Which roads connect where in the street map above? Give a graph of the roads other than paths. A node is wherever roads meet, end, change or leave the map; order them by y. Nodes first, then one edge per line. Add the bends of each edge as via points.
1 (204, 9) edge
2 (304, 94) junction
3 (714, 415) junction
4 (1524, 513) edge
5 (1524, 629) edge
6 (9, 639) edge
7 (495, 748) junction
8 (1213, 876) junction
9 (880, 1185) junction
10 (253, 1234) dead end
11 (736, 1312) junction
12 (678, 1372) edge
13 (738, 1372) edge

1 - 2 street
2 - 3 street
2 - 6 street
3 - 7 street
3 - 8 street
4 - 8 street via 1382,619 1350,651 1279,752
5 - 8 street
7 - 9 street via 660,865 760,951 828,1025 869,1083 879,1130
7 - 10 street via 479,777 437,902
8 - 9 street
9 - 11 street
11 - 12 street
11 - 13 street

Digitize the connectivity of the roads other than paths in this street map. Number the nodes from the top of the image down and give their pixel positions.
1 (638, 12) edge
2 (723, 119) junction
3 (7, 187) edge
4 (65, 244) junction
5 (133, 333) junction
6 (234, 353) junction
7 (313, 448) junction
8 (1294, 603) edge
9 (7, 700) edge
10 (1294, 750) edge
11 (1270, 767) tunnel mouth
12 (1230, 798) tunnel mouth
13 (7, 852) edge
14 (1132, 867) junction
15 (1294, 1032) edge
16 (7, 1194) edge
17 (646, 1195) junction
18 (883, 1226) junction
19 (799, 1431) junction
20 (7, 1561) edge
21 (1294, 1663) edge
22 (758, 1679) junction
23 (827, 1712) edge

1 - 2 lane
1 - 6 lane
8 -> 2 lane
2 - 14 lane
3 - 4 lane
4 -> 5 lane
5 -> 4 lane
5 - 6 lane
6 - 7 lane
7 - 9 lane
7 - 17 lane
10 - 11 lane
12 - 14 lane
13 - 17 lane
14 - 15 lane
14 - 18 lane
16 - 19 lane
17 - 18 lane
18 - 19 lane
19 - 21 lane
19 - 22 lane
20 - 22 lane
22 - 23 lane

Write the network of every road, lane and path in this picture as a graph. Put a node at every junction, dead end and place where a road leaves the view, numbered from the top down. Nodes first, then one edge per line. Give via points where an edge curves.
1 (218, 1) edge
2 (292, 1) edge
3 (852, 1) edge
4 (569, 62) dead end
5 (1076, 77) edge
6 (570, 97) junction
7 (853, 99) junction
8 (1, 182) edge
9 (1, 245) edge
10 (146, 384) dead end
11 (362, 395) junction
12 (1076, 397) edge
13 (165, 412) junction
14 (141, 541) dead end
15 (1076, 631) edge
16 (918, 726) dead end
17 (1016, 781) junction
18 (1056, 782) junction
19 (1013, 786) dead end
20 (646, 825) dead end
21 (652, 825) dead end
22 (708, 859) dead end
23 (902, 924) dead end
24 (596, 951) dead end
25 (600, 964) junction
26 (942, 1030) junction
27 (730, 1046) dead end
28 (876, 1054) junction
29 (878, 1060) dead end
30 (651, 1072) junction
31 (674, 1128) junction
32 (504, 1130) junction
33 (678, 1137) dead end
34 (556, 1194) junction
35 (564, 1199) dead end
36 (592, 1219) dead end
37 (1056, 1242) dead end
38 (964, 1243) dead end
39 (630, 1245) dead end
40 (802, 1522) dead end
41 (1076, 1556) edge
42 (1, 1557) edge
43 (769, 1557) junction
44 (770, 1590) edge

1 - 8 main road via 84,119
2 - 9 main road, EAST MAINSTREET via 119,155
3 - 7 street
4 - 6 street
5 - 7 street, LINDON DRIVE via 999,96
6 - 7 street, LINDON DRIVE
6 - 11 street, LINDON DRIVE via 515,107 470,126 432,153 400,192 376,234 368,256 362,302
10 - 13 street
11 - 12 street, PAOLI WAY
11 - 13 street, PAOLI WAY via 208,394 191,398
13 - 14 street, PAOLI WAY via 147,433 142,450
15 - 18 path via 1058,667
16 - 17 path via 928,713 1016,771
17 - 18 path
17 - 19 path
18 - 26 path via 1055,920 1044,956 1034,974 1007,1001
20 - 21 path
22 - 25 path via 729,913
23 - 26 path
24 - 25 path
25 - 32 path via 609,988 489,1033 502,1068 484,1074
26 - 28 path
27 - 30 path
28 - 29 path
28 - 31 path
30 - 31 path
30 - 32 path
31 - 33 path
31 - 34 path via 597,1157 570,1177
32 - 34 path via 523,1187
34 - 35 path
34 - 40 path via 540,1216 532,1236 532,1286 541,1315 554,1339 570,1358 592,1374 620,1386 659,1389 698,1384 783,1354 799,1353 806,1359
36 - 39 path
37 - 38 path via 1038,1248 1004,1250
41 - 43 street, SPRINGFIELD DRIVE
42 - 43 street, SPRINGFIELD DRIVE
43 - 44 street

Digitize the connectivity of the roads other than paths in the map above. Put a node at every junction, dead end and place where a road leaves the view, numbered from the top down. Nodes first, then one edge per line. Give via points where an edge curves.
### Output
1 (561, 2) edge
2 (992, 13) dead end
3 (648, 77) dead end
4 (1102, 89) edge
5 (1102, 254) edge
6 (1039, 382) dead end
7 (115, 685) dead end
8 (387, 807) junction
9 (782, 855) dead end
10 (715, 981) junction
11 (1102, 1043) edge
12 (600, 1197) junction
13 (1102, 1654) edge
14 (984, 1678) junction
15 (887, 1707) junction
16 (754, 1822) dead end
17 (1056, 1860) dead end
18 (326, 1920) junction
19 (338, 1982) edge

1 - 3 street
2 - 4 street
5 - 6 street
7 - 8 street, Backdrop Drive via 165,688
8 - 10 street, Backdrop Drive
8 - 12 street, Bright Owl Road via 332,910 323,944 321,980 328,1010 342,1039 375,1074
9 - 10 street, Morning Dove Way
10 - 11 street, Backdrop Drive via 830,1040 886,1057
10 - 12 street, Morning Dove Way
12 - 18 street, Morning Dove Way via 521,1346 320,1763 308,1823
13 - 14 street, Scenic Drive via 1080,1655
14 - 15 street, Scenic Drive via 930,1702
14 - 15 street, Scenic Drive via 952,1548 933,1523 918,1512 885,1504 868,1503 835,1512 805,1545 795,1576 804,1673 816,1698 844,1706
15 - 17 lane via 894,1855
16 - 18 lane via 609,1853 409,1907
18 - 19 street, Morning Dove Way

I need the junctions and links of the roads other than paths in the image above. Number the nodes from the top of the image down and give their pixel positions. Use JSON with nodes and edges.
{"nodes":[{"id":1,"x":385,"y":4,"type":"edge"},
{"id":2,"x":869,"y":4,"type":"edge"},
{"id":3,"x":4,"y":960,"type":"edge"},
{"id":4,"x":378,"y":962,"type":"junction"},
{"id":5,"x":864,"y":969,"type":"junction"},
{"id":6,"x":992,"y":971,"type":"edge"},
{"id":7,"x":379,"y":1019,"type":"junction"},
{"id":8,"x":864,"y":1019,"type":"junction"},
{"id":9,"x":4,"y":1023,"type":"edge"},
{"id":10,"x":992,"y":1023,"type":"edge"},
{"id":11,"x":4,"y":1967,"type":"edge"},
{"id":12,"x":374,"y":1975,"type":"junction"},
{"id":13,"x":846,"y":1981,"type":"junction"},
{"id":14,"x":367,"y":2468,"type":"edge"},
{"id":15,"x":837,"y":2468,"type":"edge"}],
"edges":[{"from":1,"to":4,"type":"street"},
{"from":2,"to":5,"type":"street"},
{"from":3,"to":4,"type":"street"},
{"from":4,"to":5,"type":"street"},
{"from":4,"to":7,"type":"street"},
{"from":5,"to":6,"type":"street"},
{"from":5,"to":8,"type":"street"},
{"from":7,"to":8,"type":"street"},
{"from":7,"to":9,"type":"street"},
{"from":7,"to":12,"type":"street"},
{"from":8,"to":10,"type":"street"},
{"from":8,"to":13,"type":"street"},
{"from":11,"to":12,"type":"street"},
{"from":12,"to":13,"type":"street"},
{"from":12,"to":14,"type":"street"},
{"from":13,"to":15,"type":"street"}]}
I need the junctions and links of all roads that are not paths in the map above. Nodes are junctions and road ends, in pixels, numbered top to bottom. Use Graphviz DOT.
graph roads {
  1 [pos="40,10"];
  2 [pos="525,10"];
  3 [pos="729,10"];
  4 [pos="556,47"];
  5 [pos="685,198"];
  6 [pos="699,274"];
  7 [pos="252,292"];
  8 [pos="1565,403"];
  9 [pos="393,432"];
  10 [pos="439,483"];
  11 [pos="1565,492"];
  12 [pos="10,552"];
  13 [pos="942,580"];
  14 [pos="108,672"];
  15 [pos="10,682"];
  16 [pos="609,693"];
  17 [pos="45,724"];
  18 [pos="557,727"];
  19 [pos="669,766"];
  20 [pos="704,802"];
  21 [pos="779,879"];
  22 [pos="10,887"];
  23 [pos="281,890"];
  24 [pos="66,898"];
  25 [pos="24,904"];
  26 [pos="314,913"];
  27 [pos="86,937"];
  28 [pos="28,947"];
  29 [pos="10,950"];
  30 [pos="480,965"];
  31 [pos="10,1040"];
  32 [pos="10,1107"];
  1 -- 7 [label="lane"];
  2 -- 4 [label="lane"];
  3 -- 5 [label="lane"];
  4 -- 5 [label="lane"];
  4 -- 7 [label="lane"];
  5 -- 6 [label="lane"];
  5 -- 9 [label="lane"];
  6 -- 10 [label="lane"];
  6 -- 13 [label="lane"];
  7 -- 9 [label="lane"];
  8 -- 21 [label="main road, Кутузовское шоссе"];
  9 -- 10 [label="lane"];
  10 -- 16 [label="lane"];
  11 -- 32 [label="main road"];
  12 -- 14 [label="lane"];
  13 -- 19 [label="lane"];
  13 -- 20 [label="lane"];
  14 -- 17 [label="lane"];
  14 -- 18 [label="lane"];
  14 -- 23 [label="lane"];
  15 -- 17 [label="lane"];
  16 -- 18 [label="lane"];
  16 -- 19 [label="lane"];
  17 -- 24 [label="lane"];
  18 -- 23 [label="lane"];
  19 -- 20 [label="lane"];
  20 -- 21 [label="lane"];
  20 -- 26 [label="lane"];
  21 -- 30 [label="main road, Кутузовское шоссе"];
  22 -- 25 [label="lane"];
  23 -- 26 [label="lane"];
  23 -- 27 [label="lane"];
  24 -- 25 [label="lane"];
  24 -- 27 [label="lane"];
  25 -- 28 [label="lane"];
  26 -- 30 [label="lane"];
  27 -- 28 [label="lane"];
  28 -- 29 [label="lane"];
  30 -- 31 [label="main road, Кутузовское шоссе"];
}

▸ Exercise aim
Looking at the records above, which lines contain "leaves"? Copy those lines.

▸ Written response
Write the network of every road, lane and path in this picture as a graph. Put a node at every junction, dead end and place where a road leaves the view, numbered from the top down. Nodes first, then one edge per line. Give via points where an edge curves.
Digitize the connectivity of the roads other than paths in the map above. Put a node at every junction, dead end and place where a road leaves the view, numbered from the top down. Nodes first, then one edge per line. Give via points where an edge curves.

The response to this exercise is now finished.